Task goal
From the records below, transcribe only the lines running from the one with "wrist: (688, 742)" through the one with "middle dip: (522, 416)". Keep both of those end lines.

Records from a data collection

- - - - - - -

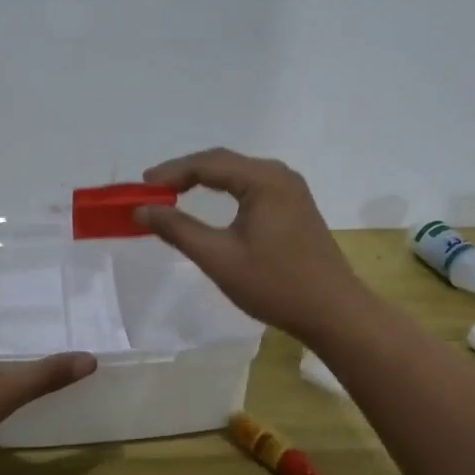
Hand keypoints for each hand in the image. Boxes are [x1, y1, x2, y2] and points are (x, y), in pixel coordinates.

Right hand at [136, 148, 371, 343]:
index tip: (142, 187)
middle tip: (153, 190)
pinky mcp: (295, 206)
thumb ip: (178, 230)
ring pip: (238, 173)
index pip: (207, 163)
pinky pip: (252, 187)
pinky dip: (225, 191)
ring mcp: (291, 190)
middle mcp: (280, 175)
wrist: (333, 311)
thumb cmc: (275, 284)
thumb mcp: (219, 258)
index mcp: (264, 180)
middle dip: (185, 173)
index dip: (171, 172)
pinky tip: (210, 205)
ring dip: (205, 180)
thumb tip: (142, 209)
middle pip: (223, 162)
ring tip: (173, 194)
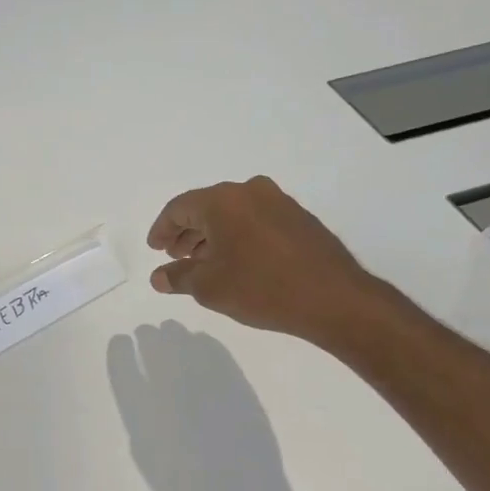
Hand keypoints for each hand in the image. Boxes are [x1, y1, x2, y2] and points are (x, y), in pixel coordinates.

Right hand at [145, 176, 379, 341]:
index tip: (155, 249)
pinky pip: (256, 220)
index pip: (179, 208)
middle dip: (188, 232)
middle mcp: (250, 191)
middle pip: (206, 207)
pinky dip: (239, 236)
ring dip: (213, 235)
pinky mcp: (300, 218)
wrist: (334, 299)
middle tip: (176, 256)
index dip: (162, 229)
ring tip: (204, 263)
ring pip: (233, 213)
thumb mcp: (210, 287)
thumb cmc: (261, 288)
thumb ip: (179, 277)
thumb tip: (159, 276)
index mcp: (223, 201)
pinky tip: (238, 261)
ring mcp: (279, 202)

- - - - - - -

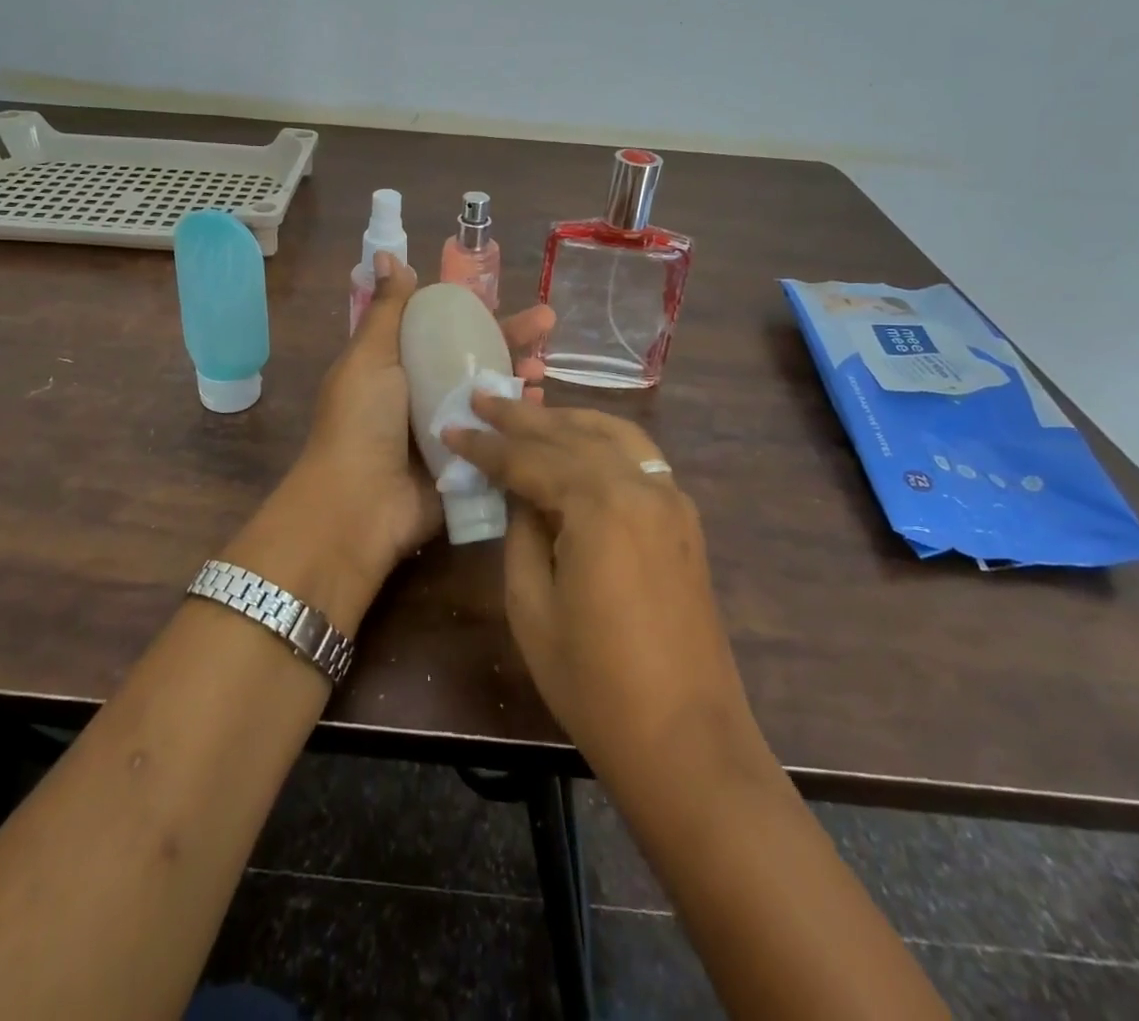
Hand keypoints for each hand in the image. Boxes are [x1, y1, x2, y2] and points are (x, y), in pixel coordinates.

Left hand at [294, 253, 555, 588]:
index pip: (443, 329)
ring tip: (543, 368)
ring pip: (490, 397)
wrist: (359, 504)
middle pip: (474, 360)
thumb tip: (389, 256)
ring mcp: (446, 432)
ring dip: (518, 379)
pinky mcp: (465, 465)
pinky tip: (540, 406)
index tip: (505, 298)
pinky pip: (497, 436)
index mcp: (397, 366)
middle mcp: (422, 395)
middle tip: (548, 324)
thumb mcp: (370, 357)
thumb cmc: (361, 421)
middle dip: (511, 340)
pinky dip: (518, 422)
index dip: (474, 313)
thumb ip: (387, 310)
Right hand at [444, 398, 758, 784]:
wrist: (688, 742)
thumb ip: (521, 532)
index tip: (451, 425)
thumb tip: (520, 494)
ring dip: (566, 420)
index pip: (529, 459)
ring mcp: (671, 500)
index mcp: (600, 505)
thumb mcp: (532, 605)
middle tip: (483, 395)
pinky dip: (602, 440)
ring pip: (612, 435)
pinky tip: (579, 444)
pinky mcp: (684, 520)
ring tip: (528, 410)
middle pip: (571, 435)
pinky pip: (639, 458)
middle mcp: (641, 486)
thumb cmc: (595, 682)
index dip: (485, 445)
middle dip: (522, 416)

- - - - - - -

Result
wrist: (688, 742)
thumb ip: (521, 532)
index tip: (451, 425)
thumb tip: (520, 494)
ring dip: (566, 420)
index pip: (529, 459)
ring mcp: (671, 500)
index mcp: (600, 505)
thumb mcp: (532, 605)
middle tip: (483, 395)
pinky dip: (602, 440)
ring pip: (612, 435)
pinky tip: (579, 444)
pinky mcp: (684, 520)
ring tip: (528, 410)
middle pip: (571, 435)
pinky pip: (639, 458)
middle mcp: (641, 486)
thumb cmc: (595, 682)
index dip: (485, 445)
middle dip: (522, 416)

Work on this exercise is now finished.